1.    Poor information architecture
By conducting heuristic evaluations, we quickly identified the problems of the old dashboard. Despite of more than 118 features and settings inside the app, it was poorly structured, which results in low discoverability, confused customers and no scalability. We ran a tree testing with 103 customers to verify the current information architecture (IA). Except for transferring features, the task success scores were low.

2.    Lack of contextual information
The old dashboard was designed for transactional banking activities. There were no contextual and informative insights to support decision-making. It was impossible to implement PFM solutions which played a crucial part in the win-win relationship between Techcombank and our customers.

3.    No emotional design
Customers could neither received personalized content nor customise their own dashboard.


Rethinking information architecture

1.    Understand users’ mental model
Our first and highest prioity was to understand our users’ mental model when it comes to the app architecture.
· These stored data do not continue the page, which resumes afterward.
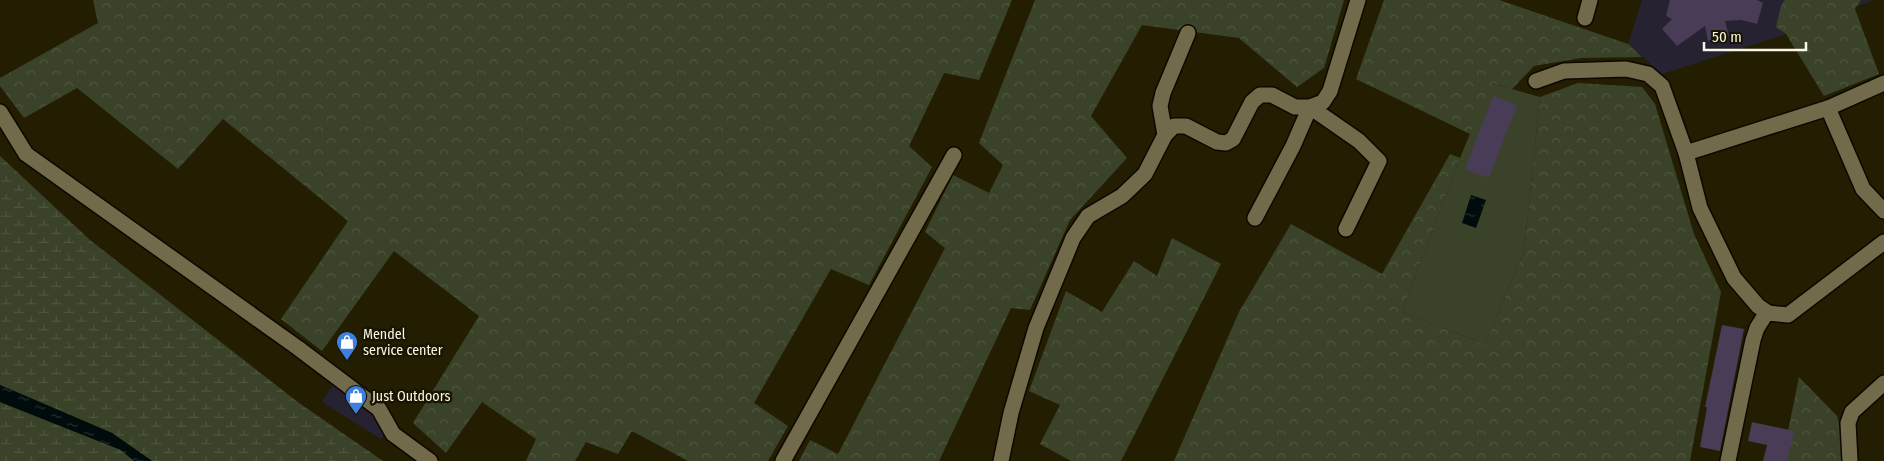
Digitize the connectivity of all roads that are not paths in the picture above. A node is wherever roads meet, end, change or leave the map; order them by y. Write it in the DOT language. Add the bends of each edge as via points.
graph roads {
  1 [pos="1358,0"];
  2 [pos="1590,0"];
  3 [pos="1584,18"];
  4 [pos="1188,33"];
  5 [pos="1536,81"];
  6 [pos="1884,83"];
  7 [pos="1310,107"];
  8 [pos="1828,108"];
  9 [pos="0,112"];
  10 [pos="1165,135"];
  11 [pos="1686,152"];
  12 [pos="954,154"];
  13 [pos="1884,211"];
  14 [pos="1255,218"];
  15 [pos="1346,229"];
  16 [pos="1884,242"];
  17 [pos="1767,312"];
  18 [pos="1884,383"];
  19 [pos="430,461"];
  20 [pos="783,461"];
  21 [pos="1002,461"];
  22 [pos="1728,461"];
  23 [pos="1850,461"];
  1 -- 7 [label="street" via="1330,90 1324,102"];
  2 -- 3 [label="street"];
  4 -- 10 [label="street" via="1162,99"];
  5 -- 11 [label="street" via="1564,72 1626,69 1648,74 1662,86"];
  6 -- 8 [label="street"];
  7 -- 10 [label="street" via="1295,107 1272,96 1260,95 1252,102 1233,138 1226,143 1217,142 1186,126 1174,126"];
  7 -- 14 [label="street"];
  7 -- 15 [label="street" via="1359,141 1379,161"];
  8 -- 11 [label="street"];
  8 -- 13 [label="street" via="1863,189"];
  9 -- 19 [label="street" via="26,154 379,409 393,434"];
  10 -- 21 [label="street" via="1144,174 1122,196 1088,216 1073,238 1036,328 1011,413"];
  11 -- 17 [label="street" via="1700,208 1734,278"];
  12 -- 20 [label="street"];
  16 -- 17 [label="street" via="1788,315"];
  17 -- 22 [label="street" via="1757,328"];
  18 -- 23 [label="street" via="1852,412 1848,422"];
}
First, to identify groupings, we ran an open card sorting test with 117 customers. In the test, we provided customers with a list of 50 features and let them group into categories that make sense to them. The output was a drafted information architecture. 
                           We later validate this structure by tree testing with another 328 customers. The result was the new information architecture, a bird's-eye view of how users go through our content.



2.     Hub & spoke model
The hub and spoke information architecture allows us to leverage the journey-based model employed in Backbase - our vendor. This structure ensured scalability, flexibility, and alignment with our experience vision.





Design solutions

A.    Simplified navigation for cognitive ease

We designed the navigation system around natural thumb zones, drawing on ergonomic and behavioral science research. By placing the most-used functions in a bottom navigation bar, we made them instantly accessible, reducing decision-making friction. This structure brought true cognitive ease to micro-moments of daily use, helping users act effortlessly.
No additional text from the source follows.